Soundwall speaks of rapwashing in an even more subtle way than is commonly understood when speaking of "washing", arguing that rap has been used by the Sanremo Festival to make headlines, to make itself look young, talked about and that in the process it has been contaminated, undersold, filed down and emptied, especially in terms of themes, vocabulary, and messages. There is truth in this: such a communion of hearts between an event of this caliber and Italian rap would have been unthinkable only a few years ago. Fabri Fibra knew this very well. His Andiamo a Sanremo, dating back to 2007, should guarantee him, due to the rawness of the lyrics and the names and surnames given, at least another five or six years away from the city of flowers. Rapwashing, however, transcends the festival itself to spread like wildfire across all fields of mainstream entertainment. In recent years, in fact, the world of Italian entertainment, with television in the front row, has decided to cash in on the destructive aura of rap, swallowed and rehashed, ridden, and then shot down. Again, the parable of Sangiovanni comes to mind.
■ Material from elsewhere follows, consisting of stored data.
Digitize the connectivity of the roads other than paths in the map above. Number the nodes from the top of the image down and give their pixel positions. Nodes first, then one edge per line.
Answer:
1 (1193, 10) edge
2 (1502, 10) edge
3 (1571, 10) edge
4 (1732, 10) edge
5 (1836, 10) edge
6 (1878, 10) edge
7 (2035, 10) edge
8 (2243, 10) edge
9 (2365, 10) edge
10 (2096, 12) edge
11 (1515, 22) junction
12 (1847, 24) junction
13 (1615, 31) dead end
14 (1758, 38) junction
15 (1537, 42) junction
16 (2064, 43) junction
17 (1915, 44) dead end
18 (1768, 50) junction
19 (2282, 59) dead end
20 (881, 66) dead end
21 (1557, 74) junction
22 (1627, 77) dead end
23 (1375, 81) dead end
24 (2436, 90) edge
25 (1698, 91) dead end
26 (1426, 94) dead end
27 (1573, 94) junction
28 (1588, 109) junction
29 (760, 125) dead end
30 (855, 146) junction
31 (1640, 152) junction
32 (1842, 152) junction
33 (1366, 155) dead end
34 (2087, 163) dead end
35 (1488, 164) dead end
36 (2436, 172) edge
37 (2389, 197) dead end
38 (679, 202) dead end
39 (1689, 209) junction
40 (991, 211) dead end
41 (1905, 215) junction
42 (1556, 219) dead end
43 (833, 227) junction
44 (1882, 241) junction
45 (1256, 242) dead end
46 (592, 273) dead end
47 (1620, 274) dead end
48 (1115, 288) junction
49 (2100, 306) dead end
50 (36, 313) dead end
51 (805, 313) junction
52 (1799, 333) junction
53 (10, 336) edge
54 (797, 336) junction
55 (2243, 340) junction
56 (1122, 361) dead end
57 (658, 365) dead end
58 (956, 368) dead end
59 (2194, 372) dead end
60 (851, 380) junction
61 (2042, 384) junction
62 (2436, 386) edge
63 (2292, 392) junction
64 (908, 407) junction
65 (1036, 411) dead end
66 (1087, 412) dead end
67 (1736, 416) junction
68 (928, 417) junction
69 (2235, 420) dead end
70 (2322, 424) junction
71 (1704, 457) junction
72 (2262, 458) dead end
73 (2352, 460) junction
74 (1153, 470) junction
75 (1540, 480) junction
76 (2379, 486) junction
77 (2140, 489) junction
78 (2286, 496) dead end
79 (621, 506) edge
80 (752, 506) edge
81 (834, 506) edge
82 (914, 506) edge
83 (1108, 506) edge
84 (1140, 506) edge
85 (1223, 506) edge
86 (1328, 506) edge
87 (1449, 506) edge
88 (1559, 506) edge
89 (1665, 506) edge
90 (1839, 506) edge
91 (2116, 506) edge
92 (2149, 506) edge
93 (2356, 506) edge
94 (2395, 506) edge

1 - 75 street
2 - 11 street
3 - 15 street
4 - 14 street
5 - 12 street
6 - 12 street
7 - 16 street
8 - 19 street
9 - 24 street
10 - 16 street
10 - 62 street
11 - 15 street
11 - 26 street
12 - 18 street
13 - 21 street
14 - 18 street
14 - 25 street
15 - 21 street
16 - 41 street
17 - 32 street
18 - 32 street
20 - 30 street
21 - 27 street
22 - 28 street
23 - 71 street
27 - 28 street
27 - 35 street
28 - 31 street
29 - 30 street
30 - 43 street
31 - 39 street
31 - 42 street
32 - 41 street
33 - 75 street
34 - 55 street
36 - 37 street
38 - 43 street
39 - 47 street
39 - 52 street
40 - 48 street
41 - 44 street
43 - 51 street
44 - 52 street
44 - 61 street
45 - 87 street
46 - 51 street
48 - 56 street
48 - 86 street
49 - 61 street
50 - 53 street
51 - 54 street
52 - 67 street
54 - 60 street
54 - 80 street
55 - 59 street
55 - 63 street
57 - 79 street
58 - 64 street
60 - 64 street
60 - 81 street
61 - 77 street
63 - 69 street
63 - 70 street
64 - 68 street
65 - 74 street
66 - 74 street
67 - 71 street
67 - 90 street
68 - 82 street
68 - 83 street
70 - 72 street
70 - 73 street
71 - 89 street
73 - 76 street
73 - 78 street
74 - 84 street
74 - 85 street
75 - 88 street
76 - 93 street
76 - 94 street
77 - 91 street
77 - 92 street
Rap, however, even if its origins say otherwise, is no longer considered a social issue. Not in the last thirty years, and not in Italy. The Sanremo Festival, then, is an engulfing monster by nature, as is any fame and sales mechanism of that size. If rapwashing does exist and granted that it can be linked to greenwashing and pinkwashing practices, definitely pre-dating February 2023, it is attributable to the extreme fluidity of the music industry and the way it has been changed by social networks, the virality mechanism, and the change in the listening habits of younger generations. Part of the responsibility, then, can perhaps also be attributed to the natural tension to change, to adapt to a market, namely the music market, that is always on the move and in close dependence on the tastes of the public and, finally, to the nature of the genre, so rooted in its time that cannot last forever without changing. Whether one likes it or not. Lazza himself admitted in 2021 that he did not want to rap forever.